People stroll by carrying shopping bags with designer labels like Gucci and Rolex. But get out of the city center, and you will find people on the economic margins, struggling to get by.
The Netherlands has long been considered one of Europe’s strongest economies and a core part of the euro zone. But now the country is technically in recession. The country needs to make some painful budget cuts, but weeks of political wrangling over that led to the dissolution of the government earlier this week.
An organization that runs more than a dozen food banks in and around Amsterdam said the number of households it serves grew more than 30 percent in the first quarter of this year.
“We see that there is the crisis, and we see its effects,” said Piet van Diepen, who’s on the board of the food bank. “We’re afraid the number of our customers will grow in the coming months and years.”
Van Diepen said that most of the people using the food banks are hurting because of low income and high debts, and most live in public housing.
But that’s starting to change, he said.
“What we see now is a new group coming that maybe has bought a house, but is now without work, can’t afford to pay the mortgage, then they have problems,” van Diepen said. “We have seen some of them.”
But a reality check is in order here.
The Netherlands is not Greece, Spain or Italy. In fact, there’s only one eurozone country that’s richer per capita: Luxembourg.

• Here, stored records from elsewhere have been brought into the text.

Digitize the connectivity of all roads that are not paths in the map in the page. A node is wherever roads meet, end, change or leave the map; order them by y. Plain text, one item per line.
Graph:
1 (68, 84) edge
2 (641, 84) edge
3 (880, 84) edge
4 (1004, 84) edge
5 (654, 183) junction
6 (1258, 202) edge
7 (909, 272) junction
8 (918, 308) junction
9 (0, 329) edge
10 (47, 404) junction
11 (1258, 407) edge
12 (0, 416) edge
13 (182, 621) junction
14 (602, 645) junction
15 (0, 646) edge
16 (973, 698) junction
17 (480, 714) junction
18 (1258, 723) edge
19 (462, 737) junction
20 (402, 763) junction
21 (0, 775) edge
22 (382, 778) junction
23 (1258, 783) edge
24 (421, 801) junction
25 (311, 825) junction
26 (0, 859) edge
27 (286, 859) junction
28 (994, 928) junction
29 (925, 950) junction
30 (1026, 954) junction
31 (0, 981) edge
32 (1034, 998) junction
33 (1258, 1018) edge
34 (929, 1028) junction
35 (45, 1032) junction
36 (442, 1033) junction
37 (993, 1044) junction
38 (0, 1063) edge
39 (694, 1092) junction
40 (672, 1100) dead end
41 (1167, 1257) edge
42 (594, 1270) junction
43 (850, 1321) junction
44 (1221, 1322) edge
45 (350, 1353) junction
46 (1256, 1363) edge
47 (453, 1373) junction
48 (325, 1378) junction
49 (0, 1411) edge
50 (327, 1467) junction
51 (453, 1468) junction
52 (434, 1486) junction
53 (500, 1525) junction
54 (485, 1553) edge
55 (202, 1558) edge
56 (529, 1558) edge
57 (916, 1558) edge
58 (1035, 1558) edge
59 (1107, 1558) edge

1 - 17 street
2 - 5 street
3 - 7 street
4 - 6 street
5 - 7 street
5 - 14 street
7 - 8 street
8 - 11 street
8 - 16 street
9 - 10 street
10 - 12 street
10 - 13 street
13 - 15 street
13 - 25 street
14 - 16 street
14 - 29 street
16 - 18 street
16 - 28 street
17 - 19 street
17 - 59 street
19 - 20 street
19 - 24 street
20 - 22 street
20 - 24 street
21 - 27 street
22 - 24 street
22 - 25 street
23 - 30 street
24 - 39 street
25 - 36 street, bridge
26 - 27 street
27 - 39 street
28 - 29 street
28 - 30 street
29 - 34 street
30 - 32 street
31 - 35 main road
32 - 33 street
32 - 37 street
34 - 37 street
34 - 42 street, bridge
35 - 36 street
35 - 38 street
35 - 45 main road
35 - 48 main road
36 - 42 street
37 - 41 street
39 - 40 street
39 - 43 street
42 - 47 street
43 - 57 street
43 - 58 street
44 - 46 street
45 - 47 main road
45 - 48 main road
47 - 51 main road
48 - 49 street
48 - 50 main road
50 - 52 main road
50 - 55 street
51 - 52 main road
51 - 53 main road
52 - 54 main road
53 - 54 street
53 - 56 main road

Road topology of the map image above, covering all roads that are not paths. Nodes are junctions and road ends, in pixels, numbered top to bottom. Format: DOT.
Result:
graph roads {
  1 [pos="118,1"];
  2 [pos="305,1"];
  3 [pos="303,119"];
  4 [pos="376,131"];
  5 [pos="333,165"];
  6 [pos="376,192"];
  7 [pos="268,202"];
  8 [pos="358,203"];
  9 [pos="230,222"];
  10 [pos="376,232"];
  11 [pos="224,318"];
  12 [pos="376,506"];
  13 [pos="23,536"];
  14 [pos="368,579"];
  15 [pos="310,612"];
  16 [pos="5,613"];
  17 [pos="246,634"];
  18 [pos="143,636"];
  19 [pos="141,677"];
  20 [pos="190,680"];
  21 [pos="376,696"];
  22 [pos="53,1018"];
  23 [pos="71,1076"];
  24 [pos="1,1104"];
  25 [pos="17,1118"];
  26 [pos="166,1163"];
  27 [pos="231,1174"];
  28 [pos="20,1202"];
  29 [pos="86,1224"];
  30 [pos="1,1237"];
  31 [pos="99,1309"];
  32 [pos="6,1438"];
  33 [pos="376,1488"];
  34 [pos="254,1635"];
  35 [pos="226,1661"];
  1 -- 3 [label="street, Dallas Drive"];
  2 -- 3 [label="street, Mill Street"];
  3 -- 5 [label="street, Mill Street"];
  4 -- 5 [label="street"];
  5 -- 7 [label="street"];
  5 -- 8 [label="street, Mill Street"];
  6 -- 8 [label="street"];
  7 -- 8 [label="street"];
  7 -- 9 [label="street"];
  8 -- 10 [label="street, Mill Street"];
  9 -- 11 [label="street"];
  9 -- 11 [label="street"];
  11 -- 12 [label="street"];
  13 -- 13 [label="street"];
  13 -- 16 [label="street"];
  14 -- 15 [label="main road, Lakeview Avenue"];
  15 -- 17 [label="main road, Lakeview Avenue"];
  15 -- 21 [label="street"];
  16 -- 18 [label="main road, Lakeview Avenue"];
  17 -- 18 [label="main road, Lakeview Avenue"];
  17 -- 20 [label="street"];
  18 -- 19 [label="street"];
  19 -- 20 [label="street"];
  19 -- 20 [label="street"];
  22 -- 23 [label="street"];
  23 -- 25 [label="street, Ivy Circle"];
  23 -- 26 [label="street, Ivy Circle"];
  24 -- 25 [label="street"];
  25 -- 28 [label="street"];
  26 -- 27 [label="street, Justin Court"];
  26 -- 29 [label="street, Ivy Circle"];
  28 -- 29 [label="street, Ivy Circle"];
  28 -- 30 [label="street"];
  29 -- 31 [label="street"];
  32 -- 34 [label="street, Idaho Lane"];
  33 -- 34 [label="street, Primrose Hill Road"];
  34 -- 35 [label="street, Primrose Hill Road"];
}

Dutch unemployment and interest rates remain relatively low, and personal savings remain high. Yet the country still needs to slash more than $18 billion from its budget to meet European Union-mandated austerity targets.
Mathijs Bouman, a Dutch economist and commentator, said that the “a” word — austerity — has always been something the Dutch forced on others since the euro began in the early 1990s.
“It was always the Dutch who emphasized it, even more than the Germans. We forced austerity on the Greek people, on Portugal, Spain and Ireland, and now we are the ones failing,” he explained.
Bouman said Dutch politicians are trying to tap into the fear of that failure, in particular, Geert Wilders of the far-right “Freedom Party.” Wilders used the budget negotiations as a platform for attacking Brussels-mandated austerity targets. It wrecked the talks, according to Bouman, and brought down the government.
“It’s a political crisis we’re in, not a financial or economic one,” he added. “But, of course, political risks, if not well managed well can become a financial crisis if you lose the confidence of the markets.
And if Holland falters economically and politically, the fear is that the core of the euro zone may be about to falter.
And if the eurozone collapses, it would have global repercussions.
“This is serious business. The whole world is watching,” said Willem Post, an analyst and commentator with The Clingendael Institute in The Hague. “The Netherlands is a strong economy. We are in the top three in Europe, with Germany and Finland. We always had sound economic conditions here, and a good economy, but now we have some problems. If a country like the Netherlands — a rock solid economy — has its problems, that will have ramifications in Europe, but also consequences for the U.S. economy.”
In other words, what happens in The Netherlands, and more widely in the European economy, really matters.
“If things go wrong in Europe,” Bouman said, “then it will be the biggest financial crisis in history in the world. All the banks in the U.S. will have a huge problem. So, if you liked the credit crisis of 2008, you’ll love the euro crisis of 2012.”
The Dutch now have a caretaker government, which managed to reach a budget deal on Thursday. That will get sent on to Brussels for EU approval.
New elections are set for September, but many aren’t holding out much hope for stability.
It will be Holland’s seventh government in the past 12 years.